• **ACTION ITEM**
Copy every line below where the string "then" is found.

• **Saved data entries**
****
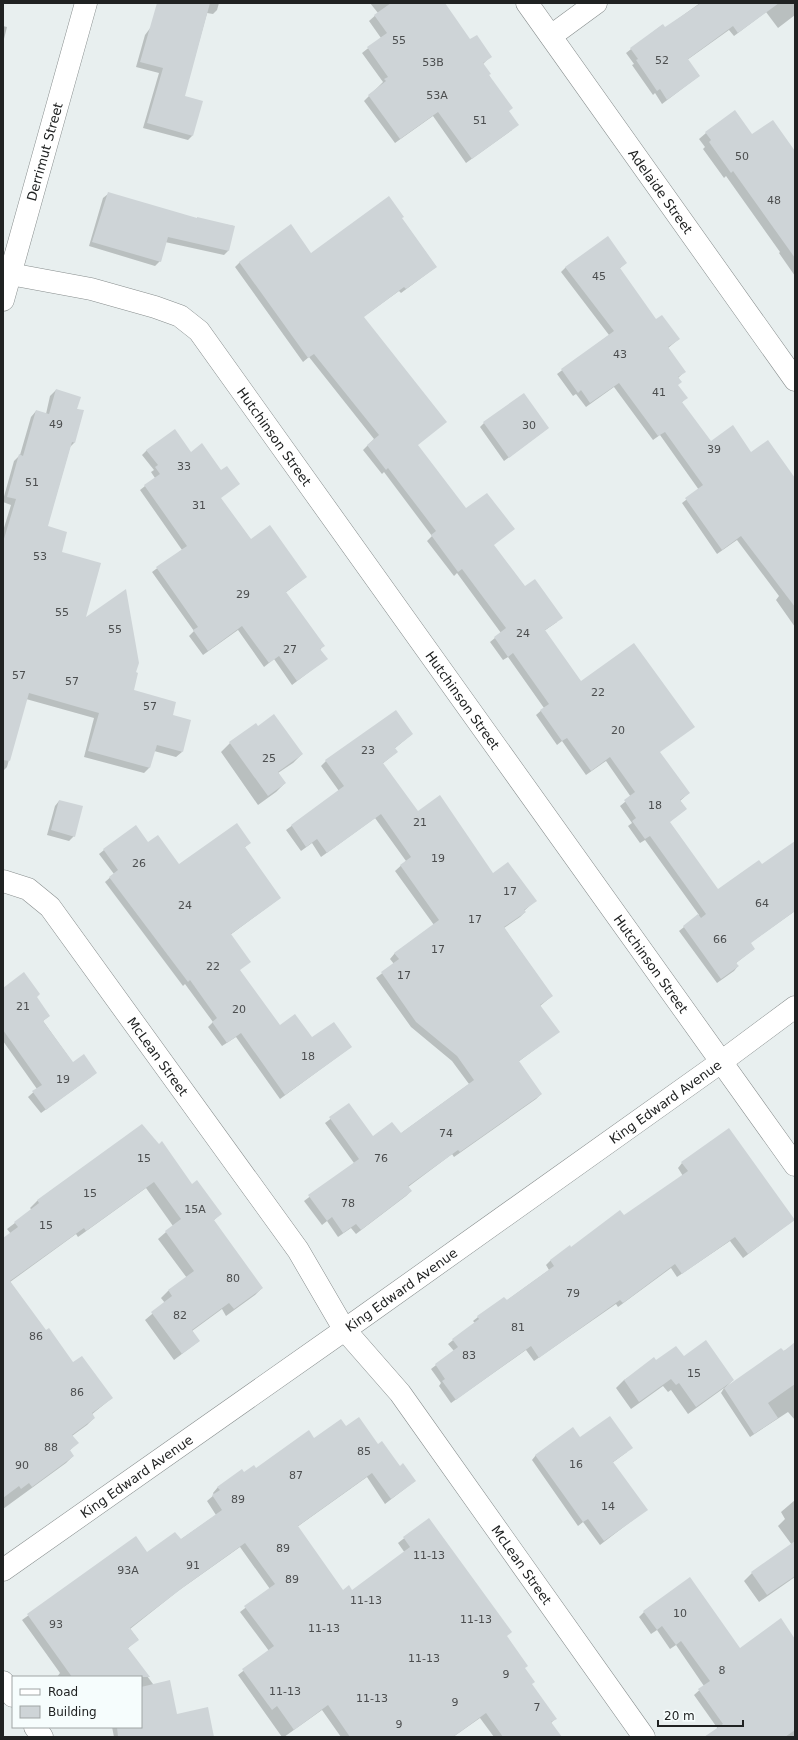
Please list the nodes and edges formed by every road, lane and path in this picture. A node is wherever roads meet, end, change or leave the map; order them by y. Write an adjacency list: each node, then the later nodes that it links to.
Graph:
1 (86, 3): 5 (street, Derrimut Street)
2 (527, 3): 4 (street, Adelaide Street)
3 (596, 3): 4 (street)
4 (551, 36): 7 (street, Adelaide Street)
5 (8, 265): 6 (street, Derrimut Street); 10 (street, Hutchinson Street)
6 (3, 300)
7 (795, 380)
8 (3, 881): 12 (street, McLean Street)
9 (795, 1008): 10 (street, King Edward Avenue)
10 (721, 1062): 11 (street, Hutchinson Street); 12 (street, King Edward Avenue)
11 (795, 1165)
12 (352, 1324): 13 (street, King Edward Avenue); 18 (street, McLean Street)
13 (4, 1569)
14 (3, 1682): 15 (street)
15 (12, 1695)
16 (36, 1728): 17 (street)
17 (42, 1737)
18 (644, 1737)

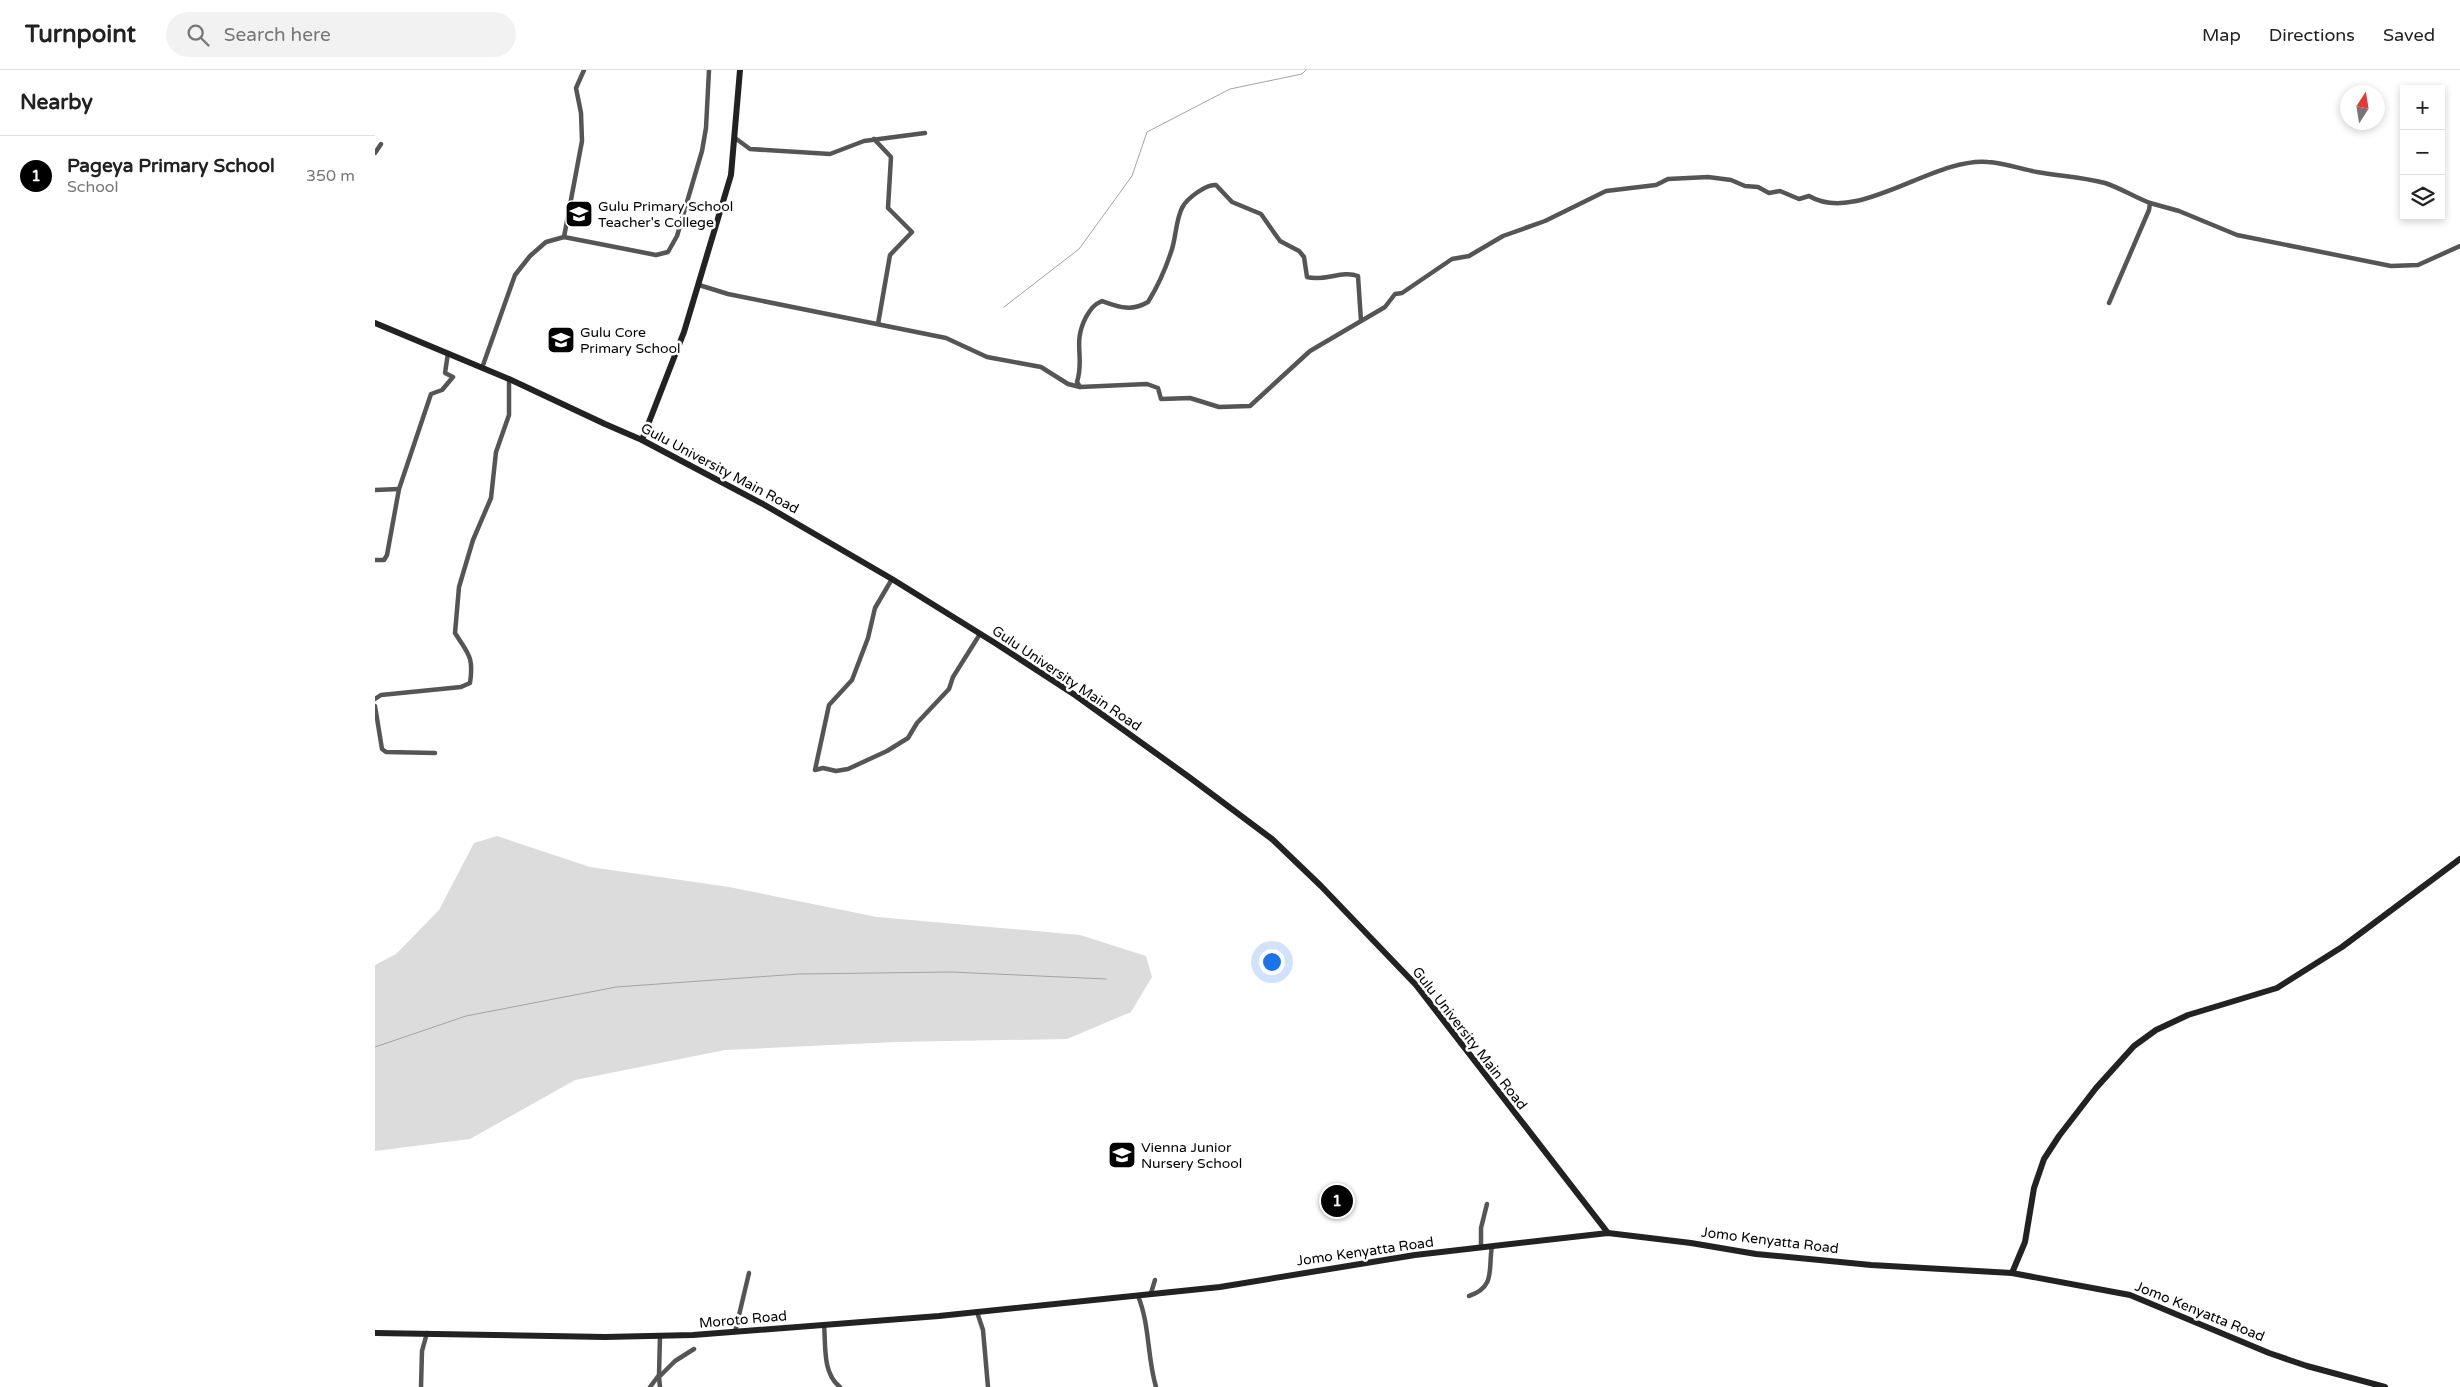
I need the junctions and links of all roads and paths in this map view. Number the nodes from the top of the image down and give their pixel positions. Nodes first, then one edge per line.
****
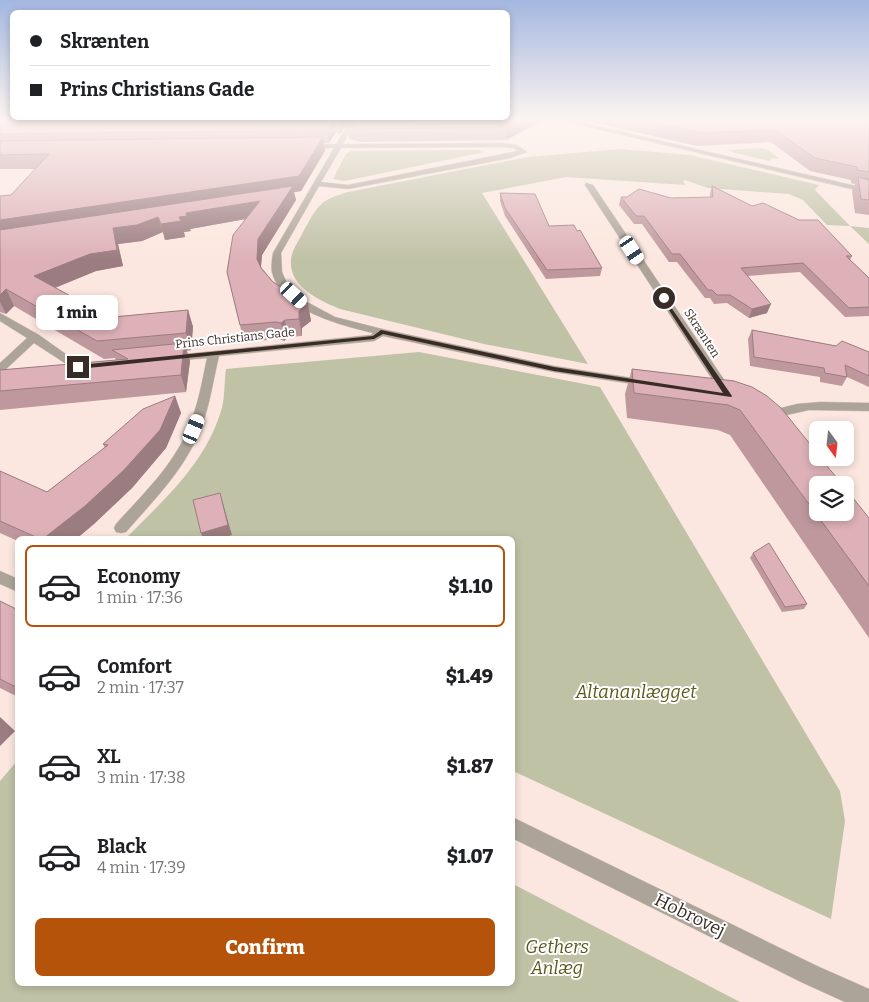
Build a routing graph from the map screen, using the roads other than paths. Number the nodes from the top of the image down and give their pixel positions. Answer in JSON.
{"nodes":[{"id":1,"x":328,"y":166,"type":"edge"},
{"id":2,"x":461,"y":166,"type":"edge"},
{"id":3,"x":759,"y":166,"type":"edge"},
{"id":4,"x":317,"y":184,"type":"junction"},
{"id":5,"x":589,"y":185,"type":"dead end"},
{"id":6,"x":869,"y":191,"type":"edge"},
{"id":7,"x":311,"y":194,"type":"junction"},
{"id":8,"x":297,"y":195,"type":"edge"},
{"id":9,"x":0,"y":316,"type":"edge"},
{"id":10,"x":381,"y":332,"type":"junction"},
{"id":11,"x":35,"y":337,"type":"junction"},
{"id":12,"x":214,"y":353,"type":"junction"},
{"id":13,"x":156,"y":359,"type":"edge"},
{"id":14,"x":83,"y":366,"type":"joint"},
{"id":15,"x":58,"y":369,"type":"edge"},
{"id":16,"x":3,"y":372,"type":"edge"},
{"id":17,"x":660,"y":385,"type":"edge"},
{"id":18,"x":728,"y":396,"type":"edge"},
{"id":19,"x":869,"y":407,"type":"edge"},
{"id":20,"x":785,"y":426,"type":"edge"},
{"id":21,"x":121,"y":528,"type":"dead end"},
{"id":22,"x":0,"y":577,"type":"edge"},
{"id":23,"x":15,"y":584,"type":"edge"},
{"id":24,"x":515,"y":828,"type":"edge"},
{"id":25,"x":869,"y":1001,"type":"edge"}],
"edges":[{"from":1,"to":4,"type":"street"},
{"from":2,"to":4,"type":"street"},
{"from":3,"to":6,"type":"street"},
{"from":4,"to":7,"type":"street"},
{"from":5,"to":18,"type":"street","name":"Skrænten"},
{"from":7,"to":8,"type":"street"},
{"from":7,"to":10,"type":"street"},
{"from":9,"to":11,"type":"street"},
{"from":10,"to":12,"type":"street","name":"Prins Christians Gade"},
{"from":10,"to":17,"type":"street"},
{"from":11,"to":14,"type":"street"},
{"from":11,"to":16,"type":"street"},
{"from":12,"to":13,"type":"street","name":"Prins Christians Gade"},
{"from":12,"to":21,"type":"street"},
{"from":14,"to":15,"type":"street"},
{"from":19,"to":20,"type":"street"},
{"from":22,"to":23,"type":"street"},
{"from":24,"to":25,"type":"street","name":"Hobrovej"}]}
****
• **RESULT**
Please list the nodes and edges formed by every road, lane and path in this picture. A node is wherever roads meet, end, change or leave the map; order them by y. Write an adjacency list: each node, then the later nodes that it links to.
I need the junctions and links of all roads and paths in this map view. Number the nodes from the top of the image down and give their pixel positions. Nodes first, then one edge per line.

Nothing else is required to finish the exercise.